Comentario al evangelio del Domingo 30 de Diciembre del 2012
¿Por qué me buscabais?
El nacimiento de Jesús significa que el
Verbo de Dios se reviste de carne, y también del conjunto de relaciones en que la vida humana
consiste. La primera de estas relaciones, fundamental para la existencia del hombre y su sentido, es la
relación paterno-filial. Al aparecer en el mundo totalmente menesteroso y dependiente, el recién
nacido percibe a sus padres (primero a su madre, después también a su padre) como una fuerza
superior, providente y poderosa que remedia todas sus necesidades: alimento, calor, higiene, afecto,
acogida. Esta inicial relación de dependencia garantiza la supervivencia física, provee de estabilidad
psicológica (da seguridad, confianza y sentido: si todo lo hacen por mí, es que mi vida es importante);
y, por fin, abre a la relación religiosa: la sumisión a los padres es temporal y provisional, al ir
creciendo el niño, convertido en joven, descubre que sus padres son limitados. Esa limitación va
aumentando con la edad, hasta el punto de que llega un momento en que la dependencia se invierte, y
son los ancianos padres los que necesitan de la ayuda y el cuidado de sus hijos. La primera lectura lo
expresa con claridad, subrayando primero la “mayor respetabilidad” de los padres y recordando,
después, el deber de los hijos hacia los ancianos padres: no abandonarlos, no abochornarlos, honrarlos
hasta el final. El cuarto mandamiento de la ley de Dios, el único mandamiento positivo de los
referidos a nuestros deberes para con los demás, hace de puente entre los siguientes y los tres
primeros: porque es en esa inicial y provisional relación vertical con los padres donde se configura la
relación religiosa con Dios. El hombre aprende en ella a mirar hacia arriba con confianza en el poder
benéfico y providente que, como acaba descubriendo, procede últimamente del Dios Padre de todos.

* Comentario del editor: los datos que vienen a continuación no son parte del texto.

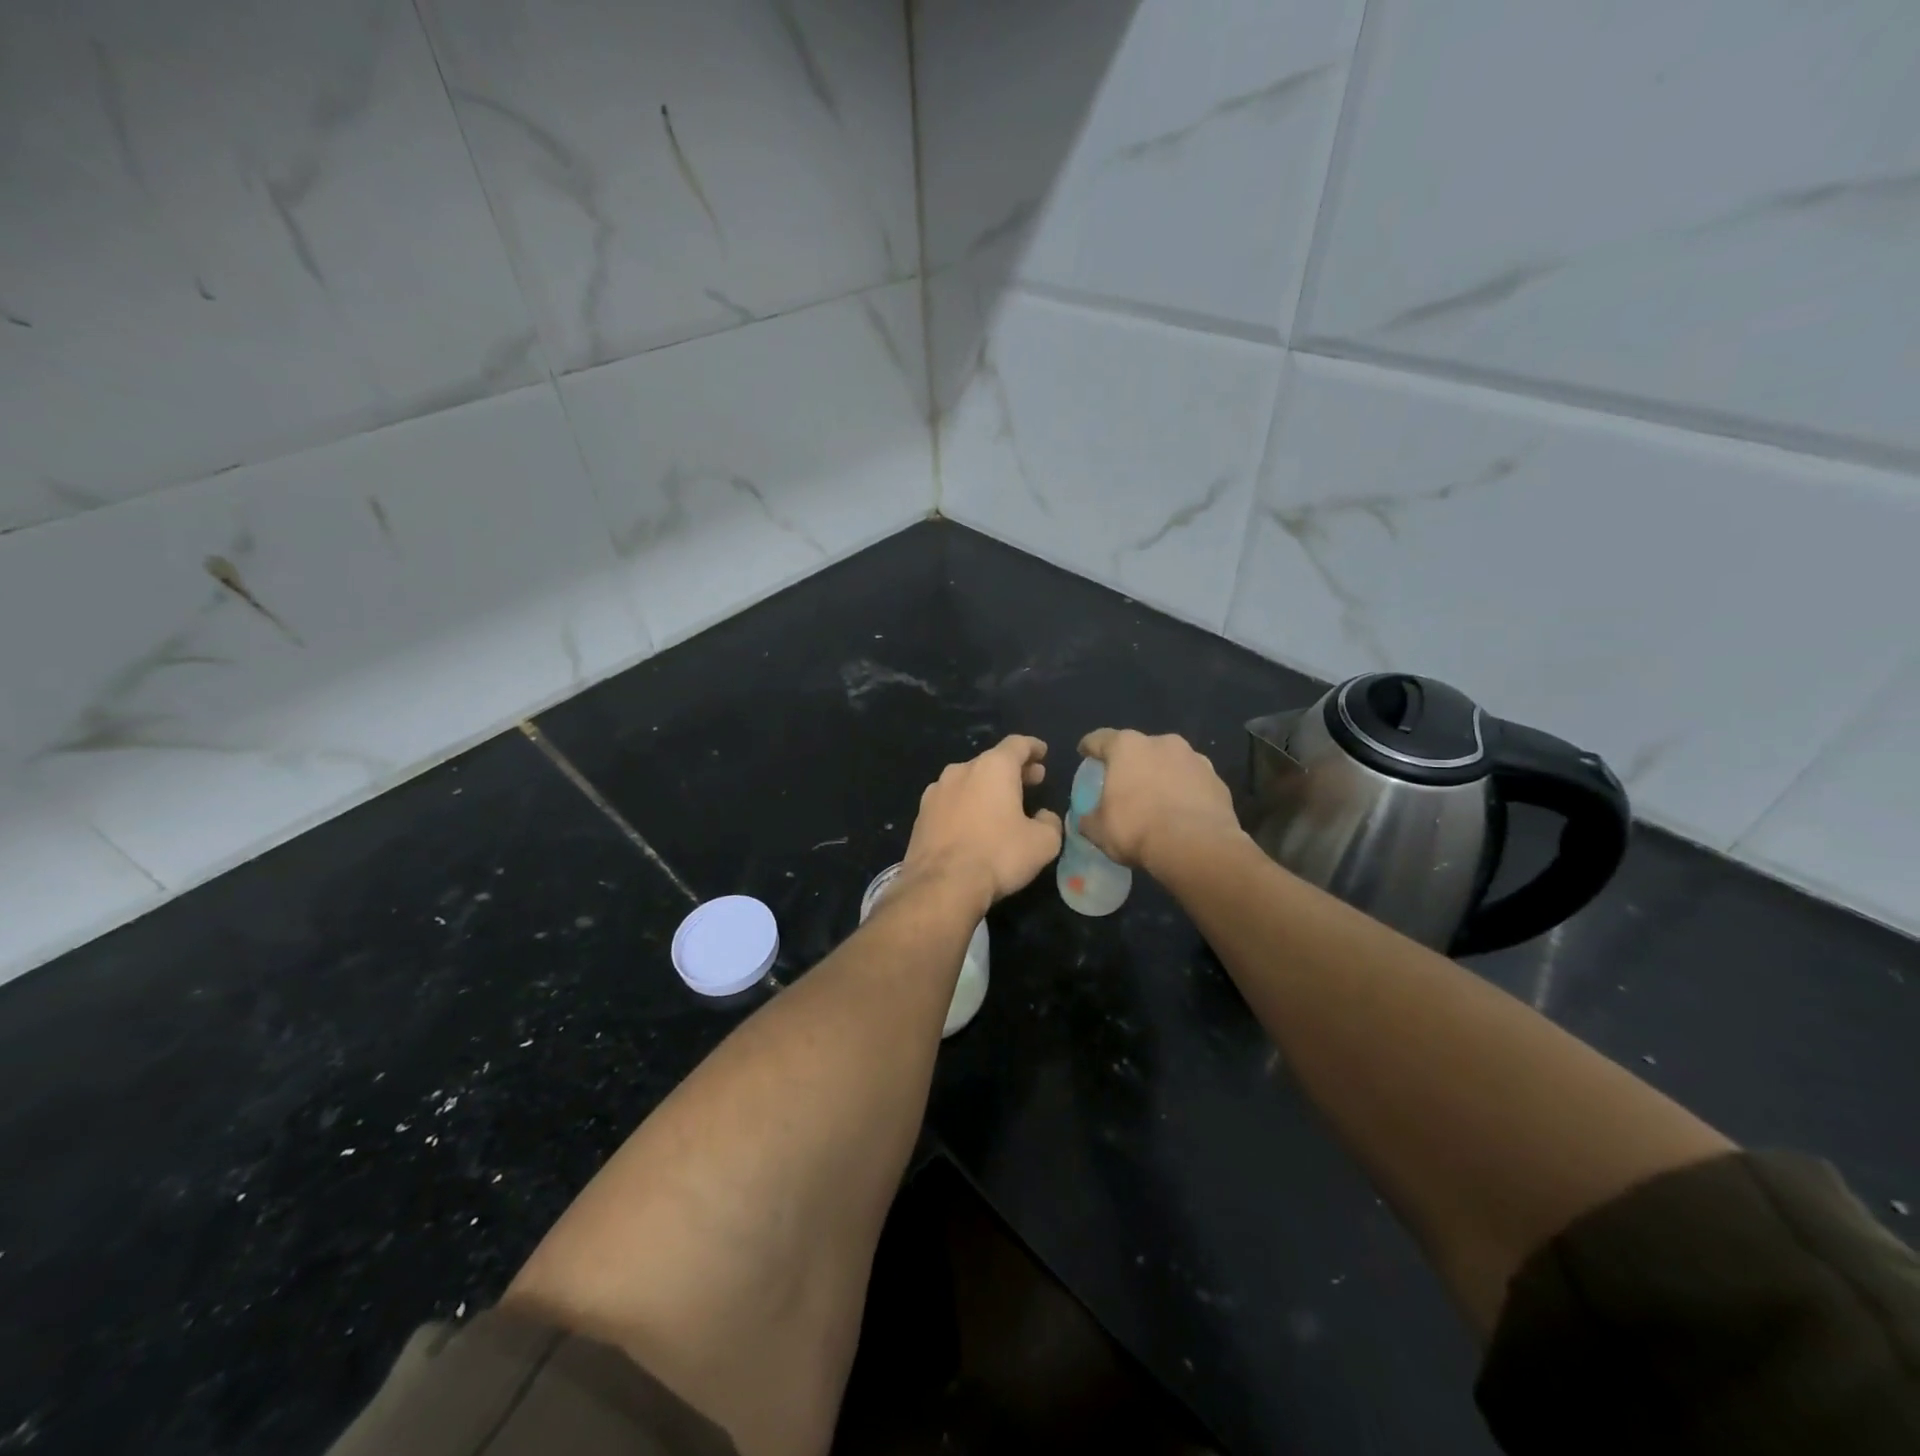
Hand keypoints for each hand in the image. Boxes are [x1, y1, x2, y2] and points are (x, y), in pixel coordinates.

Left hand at [902, 736, 1062, 913]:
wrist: (941, 885)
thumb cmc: (998, 855)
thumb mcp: (1042, 843)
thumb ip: (1050, 823)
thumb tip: (1044, 817)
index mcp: (993, 768)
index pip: (1017, 745)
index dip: (1033, 747)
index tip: (1042, 752)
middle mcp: (961, 770)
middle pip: (991, 762)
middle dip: (1014, 770)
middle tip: (1032, 780)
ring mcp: (936, 791)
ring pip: (968, 781)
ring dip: (986, 788)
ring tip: (1001, 805)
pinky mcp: (921, 815)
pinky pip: (950, 802)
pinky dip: (966, 805)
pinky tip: (973, 825)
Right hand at [1076, 728, 1240, 872]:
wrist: (1197, 847)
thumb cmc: (1137, 830)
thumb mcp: (1098, 830)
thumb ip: (1088, 818)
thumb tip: (1086, 819)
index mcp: (1126, 747)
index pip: (1100, 739)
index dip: (1089, 747)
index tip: (1084, 753)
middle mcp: (1162, 743)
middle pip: (1139, 748)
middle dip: (1131, 763)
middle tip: (1124, 784)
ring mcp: (1194, 759)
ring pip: (1170, 762)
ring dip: (1161, 775)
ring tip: (1157, 800)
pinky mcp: (1217, 779)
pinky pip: (1193, 782)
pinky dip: (1185, 792)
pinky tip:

Fácil es entender que si el niño es maltratado o no suficientemente querido, se produce una distorsión
en su percepción del mundo, que dificultará muchísimo una relación equilibrada con los demás y una
adecuada imagen de Dios. De ahí la extraordinaria responsabilidad de los padres hacia sus hijos, y
también de ahí la autoridad de que han sido investidos por Dios.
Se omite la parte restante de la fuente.